What exactly was apartheid? It’s tempting to think of it as just like American segregation, except that those darn Afrikaners were bigger jerks who held out longer. But it runs much deeper than that. It’s closer to Palestine and Israel, or Northern Ireland. (This analysis is basically taken from Beyond the Miracle, which has been a great read on the complexities of the post-apartheid era of South African history.)
Imagine that the Native Americans were much more numerous, actually forming the majority of modern inhabitants of the US. And that, while the original English settlers and company didn’t look too kindly on them, these newcomers did not actually mandate segregation until the twentieth century. Nor did they start setting up tribal lands until then, for the purpose of letting the tribes keep some of their own government, even while stripping them of rights and control over that land (I guess some of this doesn’t need too much imagination).

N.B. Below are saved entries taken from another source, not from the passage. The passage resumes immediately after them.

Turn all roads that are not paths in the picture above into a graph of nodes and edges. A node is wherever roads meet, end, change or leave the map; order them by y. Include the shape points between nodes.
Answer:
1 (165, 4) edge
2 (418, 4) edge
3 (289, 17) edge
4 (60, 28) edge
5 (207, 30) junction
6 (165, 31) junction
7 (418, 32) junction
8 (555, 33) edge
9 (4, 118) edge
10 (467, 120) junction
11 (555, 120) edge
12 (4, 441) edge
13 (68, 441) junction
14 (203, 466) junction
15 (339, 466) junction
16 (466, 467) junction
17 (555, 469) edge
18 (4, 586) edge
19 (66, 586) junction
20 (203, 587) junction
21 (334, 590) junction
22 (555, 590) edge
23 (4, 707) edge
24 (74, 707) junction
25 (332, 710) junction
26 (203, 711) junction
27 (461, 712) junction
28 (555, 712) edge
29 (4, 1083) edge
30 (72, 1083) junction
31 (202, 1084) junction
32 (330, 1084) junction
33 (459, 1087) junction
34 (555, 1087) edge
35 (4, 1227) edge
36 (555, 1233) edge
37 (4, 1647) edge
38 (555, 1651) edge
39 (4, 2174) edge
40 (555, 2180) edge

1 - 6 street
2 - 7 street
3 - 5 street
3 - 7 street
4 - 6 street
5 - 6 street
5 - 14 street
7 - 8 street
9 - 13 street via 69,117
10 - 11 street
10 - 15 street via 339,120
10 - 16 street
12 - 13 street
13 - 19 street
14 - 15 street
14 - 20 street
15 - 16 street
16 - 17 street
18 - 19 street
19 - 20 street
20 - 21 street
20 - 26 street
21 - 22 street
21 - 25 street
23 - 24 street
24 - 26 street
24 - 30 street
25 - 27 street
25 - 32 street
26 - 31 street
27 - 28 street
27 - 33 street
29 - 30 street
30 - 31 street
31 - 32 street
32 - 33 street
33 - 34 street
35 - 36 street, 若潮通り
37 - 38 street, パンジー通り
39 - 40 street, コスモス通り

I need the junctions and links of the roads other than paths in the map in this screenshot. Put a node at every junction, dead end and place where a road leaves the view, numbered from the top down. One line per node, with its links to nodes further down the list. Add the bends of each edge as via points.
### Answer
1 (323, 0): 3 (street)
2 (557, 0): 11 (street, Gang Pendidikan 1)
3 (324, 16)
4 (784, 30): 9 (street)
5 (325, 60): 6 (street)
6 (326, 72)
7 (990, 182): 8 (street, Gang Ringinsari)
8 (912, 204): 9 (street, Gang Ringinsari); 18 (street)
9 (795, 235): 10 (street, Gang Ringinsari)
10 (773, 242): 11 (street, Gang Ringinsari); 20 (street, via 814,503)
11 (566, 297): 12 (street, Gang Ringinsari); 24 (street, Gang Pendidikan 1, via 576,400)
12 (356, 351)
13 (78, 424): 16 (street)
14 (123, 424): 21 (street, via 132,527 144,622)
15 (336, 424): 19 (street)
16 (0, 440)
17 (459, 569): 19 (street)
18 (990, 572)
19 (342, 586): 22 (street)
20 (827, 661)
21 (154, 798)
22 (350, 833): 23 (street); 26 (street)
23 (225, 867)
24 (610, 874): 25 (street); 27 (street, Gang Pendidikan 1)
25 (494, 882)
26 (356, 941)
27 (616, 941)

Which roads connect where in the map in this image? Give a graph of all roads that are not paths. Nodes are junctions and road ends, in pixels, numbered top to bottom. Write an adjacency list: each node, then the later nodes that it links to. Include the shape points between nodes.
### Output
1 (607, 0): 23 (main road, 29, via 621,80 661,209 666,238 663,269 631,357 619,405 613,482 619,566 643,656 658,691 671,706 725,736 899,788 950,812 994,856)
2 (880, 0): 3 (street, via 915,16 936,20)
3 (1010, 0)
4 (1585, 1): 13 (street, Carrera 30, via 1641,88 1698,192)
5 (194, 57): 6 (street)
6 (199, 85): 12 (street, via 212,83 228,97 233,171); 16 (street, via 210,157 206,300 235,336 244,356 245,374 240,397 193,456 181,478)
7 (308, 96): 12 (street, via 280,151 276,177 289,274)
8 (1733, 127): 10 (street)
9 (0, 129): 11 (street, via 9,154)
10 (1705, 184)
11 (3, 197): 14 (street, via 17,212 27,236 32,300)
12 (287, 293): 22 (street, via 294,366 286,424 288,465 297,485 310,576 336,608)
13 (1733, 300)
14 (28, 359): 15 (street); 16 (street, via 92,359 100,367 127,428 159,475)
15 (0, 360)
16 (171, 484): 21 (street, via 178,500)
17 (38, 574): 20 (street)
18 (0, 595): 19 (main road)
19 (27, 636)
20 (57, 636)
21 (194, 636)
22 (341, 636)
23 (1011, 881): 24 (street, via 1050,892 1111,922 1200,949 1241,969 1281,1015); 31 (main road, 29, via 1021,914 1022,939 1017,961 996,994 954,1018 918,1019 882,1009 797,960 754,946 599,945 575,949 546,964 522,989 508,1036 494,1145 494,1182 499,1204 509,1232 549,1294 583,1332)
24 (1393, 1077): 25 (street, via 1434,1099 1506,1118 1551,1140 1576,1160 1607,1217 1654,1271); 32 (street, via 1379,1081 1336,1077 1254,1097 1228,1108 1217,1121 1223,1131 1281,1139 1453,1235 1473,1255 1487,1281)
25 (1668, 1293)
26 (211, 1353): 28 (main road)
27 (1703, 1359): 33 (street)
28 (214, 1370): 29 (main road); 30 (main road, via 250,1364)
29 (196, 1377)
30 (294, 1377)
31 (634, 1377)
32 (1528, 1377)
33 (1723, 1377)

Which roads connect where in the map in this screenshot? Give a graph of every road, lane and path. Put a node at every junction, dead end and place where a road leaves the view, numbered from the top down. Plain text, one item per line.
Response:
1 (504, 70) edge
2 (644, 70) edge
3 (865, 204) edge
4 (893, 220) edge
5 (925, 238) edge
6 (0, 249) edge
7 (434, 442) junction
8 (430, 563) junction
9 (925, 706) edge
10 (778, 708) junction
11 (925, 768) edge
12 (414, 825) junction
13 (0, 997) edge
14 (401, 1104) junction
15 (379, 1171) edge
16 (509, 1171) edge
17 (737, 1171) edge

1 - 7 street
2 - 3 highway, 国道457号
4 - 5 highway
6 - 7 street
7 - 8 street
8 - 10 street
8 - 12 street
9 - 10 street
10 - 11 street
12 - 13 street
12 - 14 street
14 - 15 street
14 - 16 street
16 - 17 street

By the twentieth century, keep in mind, the descendant of these settlers would have been around 300 years. They would no longer be Johnny-come-latelys, but could trace back their claim on the land for generations. Their identities would almost completely tied to the land. It would no be longer white colonists versus indigenous peoples; it is two groups of now-indigenous peoples, even if one is a bit more indigenous than the other. For example, what am I? I have some ancestors who somewhat recently off the boat from Sweden or Ireland. But I also have some who have been around for a while, to the point where it would seem more appropriate to call them “American” than “Dutch” or “British” or whatnot.
That’s South Africa. The Afrikaners have seen and do see themselves as South Africans, not as Dutch. They saw apartheid as a means of protecting what now was their homeland. After all, the settlers had one mode of government, the original natives another. Languages and customs differed. It might make sense to let the different cultures progress on their own, and that was a large part of the official rationale behind apartheid. The word itself simply means “apart-ness”; “-heid” means “-ness”, and is relating to the German “-heit” and the English “-hood” (like in “neighborhood” and “brotherhood”), while “apart” means, well, “apart”. So the Xhosa want chieftains? Fine, let them have traditional hierarchies. They can have their own “homeland” and do whatever they want with it. In return, the whites get their own areas as well.
Of course, I don’t mean to justify apartheid. If it really had been about letting cultures run their own courses, black groups would have received proportionate amounts of land, and whites would have had to give away their ancestral homes to blacks as much as vice versa. And that’s just to start enumerating problems.
But we have to get into the reasoning behind such legislation if we want to stop oppression in our own day. Yeah, apartheid seems to be obviously backwards and ignorant to us. But if we had been Afrikaners growing up in the twentieth century, would that be so obvious to us? Even Nelson Mandela talks about his shock at seeing black pilots when he visited other African countries; he, despite being an able, intelligent black person who opened up the first black law firm in Jo’burg, had a split second of doubt that a black person could fly a plane. How much more so would the spirit of the age work its way into, say, middle-class Afrikaners who never really dealt with blacks other than as servants?
But of course, if we are doing anything similarly ignorant, our views will appear just as obvious to us. People who are oppressed can’t ignore how society is bent and broken. But those of us who have privilege (such as, for example, a white middle-class American male who can take a romp through Africa for a couple years) have to search and analyze for how we might be falling into the same mistakes, how we might be making the same leaps in reasoning.